A Synthetic Benchmark for Collaborative 3D Semantic Occupancy Prediction in V2X Autonomous Driving
Hanlin Wu, Pengfei Lin, Ehsan Javanmardi, Naren Bao, Bo Qian, Hao Si, Manabu Tsukada
TL;DR
The paper tackles the limits of single-vehicle perception due to occlusions and restricted range by introducing Co3SOP, a synthetic benchmark for collaborative 3D semantic occupancy prediction created in CARLA with dense voxel-level ground truth. It defines a baseline model, Co3SOP-Base, that fuses inter-agent voxel features through 3D affine alignment and voxel deformable attention with a confidence mask, enabling robust multi-agent occupancy prediction. The study shows that collaboration consistently improves semantic occupancy performance across multiple ranges, with larger gains at extended ranges, and provides extensive ablations on collaboration extent and pose noise robustness. By supplying a dense, voxel-level collaborative dataset and a strong baseline, the work enables future research to advance accurate, multi-agent 3D scene understanding for safer autonomous driving.
Abstract
3D semantic occupancy prediction is an emerging perception paradigm in autonomous driving, providing a voxel-level representation of both geometric details and semantic categories. However, the perception capability of a single vehicle is inherently constrained by occlusion, restricted sensor range, and narrow viewpoints.
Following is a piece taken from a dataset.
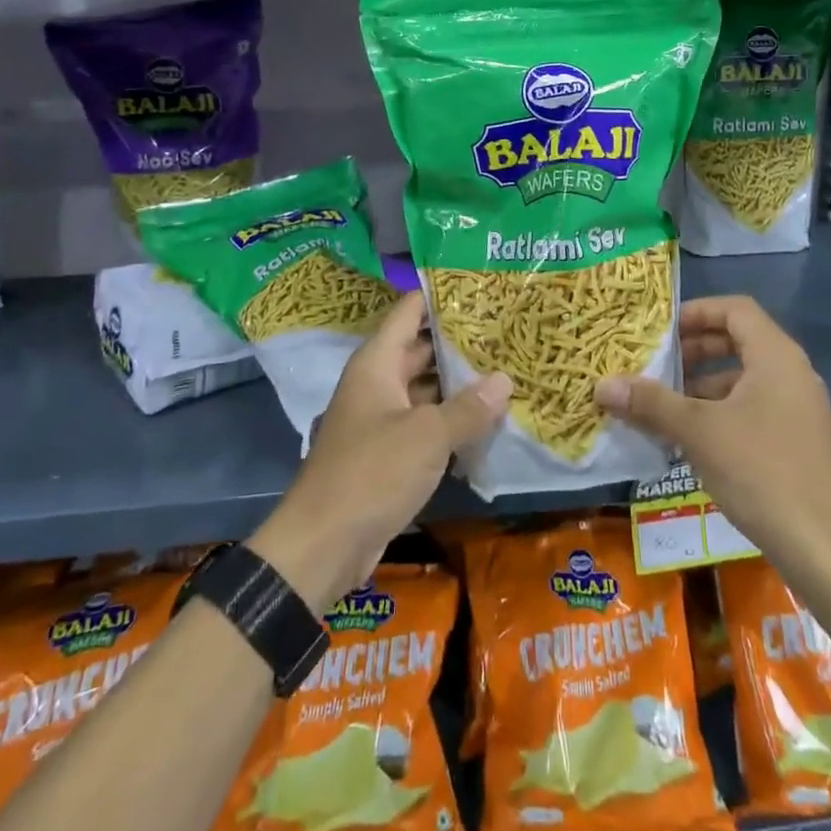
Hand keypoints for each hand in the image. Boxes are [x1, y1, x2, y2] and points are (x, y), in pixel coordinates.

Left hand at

To address these limitations, collaborative perception enables the exchange of complementary information, thereby enhancing the completeness and accuracy. In the absence of a dedicated dataset for collaborative 3D semantic occupancy prediction, we augment an existing collaborative perception dataset by replaying it in CARLA with a high-resolution semantic voxel sensor to provide dense and comprehensive occupancy annotations. In addition, we establish benchmarks with varying prediction ranges designed to systematically assess the impact of spatial extent on collaborative prediction. We further develop a baseline model that performs inter-agent feature fusion via spatial alignment and attention aggregation. Experimental results demonstrate that our baseline model consistently outperforms single-agent models, with increasing gains observed as the prediction range expands.